In this chapter, I contend that neoliberal capitalism, which has become a dominant
social imaginary in the United States, functions as an inverted totalitarian system that
fosters psychosocial struggles of many citizens. The prevalence of this social-symbolic
system, along with the therapeutic narrative, leads to hermeneutical mystification as to
the political-economic sources of psychosocial suffering. I consider the hermeneutical
mystification to be a feature of the inverted totalitarianism of neoliberal capitalism, which
I explicate in terms of two psychoanalytic concepts, namely, internalization and weak
dissociation.

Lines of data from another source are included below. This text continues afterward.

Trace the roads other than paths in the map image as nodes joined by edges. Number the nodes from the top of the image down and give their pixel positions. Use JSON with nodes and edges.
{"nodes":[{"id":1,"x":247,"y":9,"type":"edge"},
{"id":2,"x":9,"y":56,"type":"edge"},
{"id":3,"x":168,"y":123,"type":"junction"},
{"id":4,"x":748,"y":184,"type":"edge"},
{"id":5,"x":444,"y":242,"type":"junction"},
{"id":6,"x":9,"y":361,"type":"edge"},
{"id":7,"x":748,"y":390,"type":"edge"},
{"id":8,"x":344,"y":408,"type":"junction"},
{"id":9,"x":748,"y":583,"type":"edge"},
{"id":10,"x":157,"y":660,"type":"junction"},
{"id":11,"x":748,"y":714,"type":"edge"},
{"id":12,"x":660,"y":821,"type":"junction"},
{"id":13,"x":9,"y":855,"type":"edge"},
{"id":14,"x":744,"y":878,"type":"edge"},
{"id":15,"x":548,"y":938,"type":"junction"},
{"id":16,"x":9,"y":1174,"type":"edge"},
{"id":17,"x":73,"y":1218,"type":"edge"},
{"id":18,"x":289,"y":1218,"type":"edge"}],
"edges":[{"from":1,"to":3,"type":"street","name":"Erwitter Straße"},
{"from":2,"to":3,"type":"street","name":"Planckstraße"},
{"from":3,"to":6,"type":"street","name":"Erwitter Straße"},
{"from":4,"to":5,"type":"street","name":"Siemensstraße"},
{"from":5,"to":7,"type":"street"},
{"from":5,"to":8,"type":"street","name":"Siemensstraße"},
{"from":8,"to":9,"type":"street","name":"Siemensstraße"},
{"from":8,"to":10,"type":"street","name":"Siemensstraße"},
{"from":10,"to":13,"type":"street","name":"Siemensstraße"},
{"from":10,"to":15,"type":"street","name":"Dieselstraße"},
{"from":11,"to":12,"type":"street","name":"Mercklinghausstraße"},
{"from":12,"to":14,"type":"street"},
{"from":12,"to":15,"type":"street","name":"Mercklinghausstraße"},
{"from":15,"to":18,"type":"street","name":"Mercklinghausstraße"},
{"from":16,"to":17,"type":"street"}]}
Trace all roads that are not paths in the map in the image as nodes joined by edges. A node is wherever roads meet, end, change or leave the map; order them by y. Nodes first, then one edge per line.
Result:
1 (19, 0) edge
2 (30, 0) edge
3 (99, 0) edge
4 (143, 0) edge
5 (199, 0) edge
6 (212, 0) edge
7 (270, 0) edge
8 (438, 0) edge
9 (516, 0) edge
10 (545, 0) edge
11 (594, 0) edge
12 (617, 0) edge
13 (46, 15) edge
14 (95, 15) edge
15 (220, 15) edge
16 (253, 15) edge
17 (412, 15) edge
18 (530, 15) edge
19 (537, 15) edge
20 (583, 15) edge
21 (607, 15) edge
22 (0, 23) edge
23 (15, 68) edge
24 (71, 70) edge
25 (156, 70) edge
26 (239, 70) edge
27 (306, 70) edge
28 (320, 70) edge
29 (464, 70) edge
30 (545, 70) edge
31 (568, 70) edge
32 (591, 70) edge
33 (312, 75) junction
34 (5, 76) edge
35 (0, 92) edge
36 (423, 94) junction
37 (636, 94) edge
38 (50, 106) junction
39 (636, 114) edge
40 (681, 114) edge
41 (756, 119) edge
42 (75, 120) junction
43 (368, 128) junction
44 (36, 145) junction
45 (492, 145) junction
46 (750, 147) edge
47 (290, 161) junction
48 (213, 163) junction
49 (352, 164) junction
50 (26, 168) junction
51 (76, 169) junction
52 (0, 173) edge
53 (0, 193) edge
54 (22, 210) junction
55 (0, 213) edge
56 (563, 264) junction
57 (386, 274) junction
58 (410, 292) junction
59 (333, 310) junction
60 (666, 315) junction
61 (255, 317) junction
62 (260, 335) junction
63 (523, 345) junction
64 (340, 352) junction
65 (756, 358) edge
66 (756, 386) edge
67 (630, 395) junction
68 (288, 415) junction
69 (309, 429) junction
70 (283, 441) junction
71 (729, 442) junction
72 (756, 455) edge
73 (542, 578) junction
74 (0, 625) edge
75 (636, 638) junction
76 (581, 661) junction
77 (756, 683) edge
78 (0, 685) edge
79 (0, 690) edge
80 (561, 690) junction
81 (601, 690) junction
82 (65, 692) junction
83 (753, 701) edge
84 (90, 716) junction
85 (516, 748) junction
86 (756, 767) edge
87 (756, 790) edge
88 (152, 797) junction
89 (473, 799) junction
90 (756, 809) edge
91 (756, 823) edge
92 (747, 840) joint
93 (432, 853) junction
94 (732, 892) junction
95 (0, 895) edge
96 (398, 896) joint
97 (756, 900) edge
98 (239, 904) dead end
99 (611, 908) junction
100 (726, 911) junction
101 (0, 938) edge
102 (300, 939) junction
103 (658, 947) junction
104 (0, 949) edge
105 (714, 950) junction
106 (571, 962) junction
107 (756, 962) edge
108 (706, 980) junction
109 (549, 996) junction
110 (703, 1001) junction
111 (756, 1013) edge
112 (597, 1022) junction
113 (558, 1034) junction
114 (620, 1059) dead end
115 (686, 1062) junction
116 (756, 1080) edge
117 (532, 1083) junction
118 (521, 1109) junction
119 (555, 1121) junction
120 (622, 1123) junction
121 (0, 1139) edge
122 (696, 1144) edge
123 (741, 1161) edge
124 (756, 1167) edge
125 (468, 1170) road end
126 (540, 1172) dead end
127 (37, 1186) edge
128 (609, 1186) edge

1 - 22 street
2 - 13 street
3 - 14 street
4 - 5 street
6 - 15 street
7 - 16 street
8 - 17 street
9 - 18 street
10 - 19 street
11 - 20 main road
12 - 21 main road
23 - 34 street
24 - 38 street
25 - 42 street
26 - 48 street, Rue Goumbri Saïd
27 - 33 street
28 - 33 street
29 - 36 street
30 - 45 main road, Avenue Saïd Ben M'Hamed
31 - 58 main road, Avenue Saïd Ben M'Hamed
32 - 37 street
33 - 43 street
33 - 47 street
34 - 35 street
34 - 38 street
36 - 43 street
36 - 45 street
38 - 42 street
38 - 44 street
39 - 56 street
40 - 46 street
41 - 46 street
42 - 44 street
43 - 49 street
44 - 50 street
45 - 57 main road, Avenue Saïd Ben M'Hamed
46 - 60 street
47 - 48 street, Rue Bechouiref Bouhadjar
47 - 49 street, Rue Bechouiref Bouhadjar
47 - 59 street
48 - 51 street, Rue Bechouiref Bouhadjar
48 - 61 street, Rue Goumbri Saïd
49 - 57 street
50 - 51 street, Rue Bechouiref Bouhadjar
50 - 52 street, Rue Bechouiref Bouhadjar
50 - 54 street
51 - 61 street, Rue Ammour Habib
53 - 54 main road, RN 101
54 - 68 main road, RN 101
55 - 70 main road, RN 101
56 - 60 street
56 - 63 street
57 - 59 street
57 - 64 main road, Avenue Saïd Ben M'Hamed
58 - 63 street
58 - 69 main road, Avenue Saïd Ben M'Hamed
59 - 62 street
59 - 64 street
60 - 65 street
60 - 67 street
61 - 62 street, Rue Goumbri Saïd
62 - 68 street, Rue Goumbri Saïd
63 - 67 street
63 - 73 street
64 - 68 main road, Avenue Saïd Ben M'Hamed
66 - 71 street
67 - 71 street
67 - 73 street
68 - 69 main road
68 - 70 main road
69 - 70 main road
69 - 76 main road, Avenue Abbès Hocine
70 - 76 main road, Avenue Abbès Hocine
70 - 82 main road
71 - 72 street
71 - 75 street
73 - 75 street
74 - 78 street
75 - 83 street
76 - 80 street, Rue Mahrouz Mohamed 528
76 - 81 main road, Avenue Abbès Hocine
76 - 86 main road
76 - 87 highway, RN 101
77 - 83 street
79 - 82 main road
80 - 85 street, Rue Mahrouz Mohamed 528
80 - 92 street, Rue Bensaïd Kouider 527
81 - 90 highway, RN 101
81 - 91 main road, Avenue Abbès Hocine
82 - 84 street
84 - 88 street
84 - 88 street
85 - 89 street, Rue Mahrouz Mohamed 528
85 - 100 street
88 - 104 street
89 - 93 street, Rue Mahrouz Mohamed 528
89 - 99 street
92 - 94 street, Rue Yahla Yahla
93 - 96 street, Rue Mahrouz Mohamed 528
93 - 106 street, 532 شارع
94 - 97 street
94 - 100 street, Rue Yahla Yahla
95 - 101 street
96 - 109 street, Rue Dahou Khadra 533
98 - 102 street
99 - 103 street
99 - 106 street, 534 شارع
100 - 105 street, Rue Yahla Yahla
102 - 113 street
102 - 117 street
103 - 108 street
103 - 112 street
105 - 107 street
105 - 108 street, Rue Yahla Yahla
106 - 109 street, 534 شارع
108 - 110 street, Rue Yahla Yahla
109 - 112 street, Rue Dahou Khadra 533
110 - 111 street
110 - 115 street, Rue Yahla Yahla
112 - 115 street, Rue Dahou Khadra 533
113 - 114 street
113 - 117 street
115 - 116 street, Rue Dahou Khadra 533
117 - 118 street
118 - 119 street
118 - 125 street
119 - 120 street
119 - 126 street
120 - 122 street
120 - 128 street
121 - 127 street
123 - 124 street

I argue that these concepts help to understand the tendency of citizens (some
patients and therapists) to misinterpret their suffering and misidentify the sources of their
distress, while unconsciously accepting the dominant narratives and beliefs of neoliberal
capitalism. The implications of this argument for psychoanalytically informed therapies
follows, in part, Franz Fanon’s view that the aims of psychoanalysis are (a) to
‘consciousnessize’ [the patient’s] unconscious and (b) to enable [the patient] to choose an
action with respect to the real source of the conflict, i.e., the social structure.
The psychologist cannot avoid coming to grips with contemporary history, even if
his very soul shrinks from the political uproar, the lying propaganda, and the jarring
speeches of demagogues. We need not mention his duties as a citizen, which confront
him with a similar task. (Carl Jung, in Samuels, 1993, p. 4).